= Global Muslim Travel Index =

The Global Muslim Travel Index (GMTI) is a travel index that ranks countries based on their performance in the Muslim travel market. The index is published by CrescentRating in collaboration with MasterCard.

==History==
The Global Muslim Travel Index was started by Fazal Bahardeen in 2011 and is published annually by CrescentRating.

In 2017, GMTI covering 130 countries was published with Malaysia as the highest-ranked country in Muslim travel.

In the 2018 report, GMTI estimated that there were around 140 million Muslim travelers worldwide.

In 2019 GMTI rankings, Indonesia and Malaysia were ranked as the most Muslim travel-friendly countries.

In 2021, the ranking was expanded to 140 destinations. The index ranked Malaysia as the top-ranked in the halal travel industry and noted changes in preferences of travelers such as the rise of contactless travel.

In 2022, GMTI rankings were published again with Malaysia as the top-ranked country.

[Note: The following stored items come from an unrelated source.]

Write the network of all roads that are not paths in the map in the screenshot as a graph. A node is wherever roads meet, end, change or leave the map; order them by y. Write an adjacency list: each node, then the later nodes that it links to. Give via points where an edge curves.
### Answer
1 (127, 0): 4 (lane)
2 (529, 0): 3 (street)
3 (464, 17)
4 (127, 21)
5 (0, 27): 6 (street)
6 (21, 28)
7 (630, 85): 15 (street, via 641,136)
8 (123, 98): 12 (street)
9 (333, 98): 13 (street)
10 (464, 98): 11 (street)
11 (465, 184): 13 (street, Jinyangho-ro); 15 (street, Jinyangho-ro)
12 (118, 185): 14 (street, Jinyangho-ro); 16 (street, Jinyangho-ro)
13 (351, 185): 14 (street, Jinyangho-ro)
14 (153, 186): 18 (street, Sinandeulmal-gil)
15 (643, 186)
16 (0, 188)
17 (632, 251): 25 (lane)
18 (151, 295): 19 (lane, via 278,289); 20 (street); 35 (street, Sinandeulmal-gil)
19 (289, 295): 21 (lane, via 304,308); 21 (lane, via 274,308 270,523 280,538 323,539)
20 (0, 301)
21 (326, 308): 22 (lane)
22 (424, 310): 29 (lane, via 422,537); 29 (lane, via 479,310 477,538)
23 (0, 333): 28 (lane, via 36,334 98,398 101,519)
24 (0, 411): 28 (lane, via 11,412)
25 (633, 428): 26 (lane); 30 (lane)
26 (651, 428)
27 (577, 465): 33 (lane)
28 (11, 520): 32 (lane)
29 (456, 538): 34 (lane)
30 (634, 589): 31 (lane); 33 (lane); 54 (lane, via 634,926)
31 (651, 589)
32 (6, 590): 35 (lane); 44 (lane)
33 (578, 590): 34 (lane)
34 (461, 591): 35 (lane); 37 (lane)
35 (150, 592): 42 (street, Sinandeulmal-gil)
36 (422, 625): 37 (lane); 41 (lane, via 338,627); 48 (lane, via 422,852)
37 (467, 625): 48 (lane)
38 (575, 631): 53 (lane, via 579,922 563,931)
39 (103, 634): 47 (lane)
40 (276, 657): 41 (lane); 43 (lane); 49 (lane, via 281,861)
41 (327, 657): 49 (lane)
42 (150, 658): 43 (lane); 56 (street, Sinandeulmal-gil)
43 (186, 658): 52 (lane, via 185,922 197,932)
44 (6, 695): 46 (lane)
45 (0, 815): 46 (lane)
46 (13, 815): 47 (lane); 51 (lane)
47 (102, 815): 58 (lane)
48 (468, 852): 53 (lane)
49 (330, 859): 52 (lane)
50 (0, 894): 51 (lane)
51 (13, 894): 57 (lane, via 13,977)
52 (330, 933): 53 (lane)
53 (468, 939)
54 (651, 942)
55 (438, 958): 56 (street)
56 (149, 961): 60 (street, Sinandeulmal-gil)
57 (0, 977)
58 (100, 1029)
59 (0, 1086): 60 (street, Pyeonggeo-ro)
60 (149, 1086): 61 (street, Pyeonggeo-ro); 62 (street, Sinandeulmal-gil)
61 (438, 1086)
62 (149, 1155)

In June 2023, GMTI 2023 rankings were published with Indonesia and Malaysia tied for first place. In third position was Saudi Arabia, followed by the United Arab Emirates in fourth place. Türkiye was in 5th place.

==Methodology==
The overall index is calculated based on a number of factors including the air connectivity, airport facilities, communication, the number of visitors, halal food options, travel environment, visa, and ease to access a place of worship.

In 2021 GMTI, the index also took into consideration factors such as travel corridors and bubbles.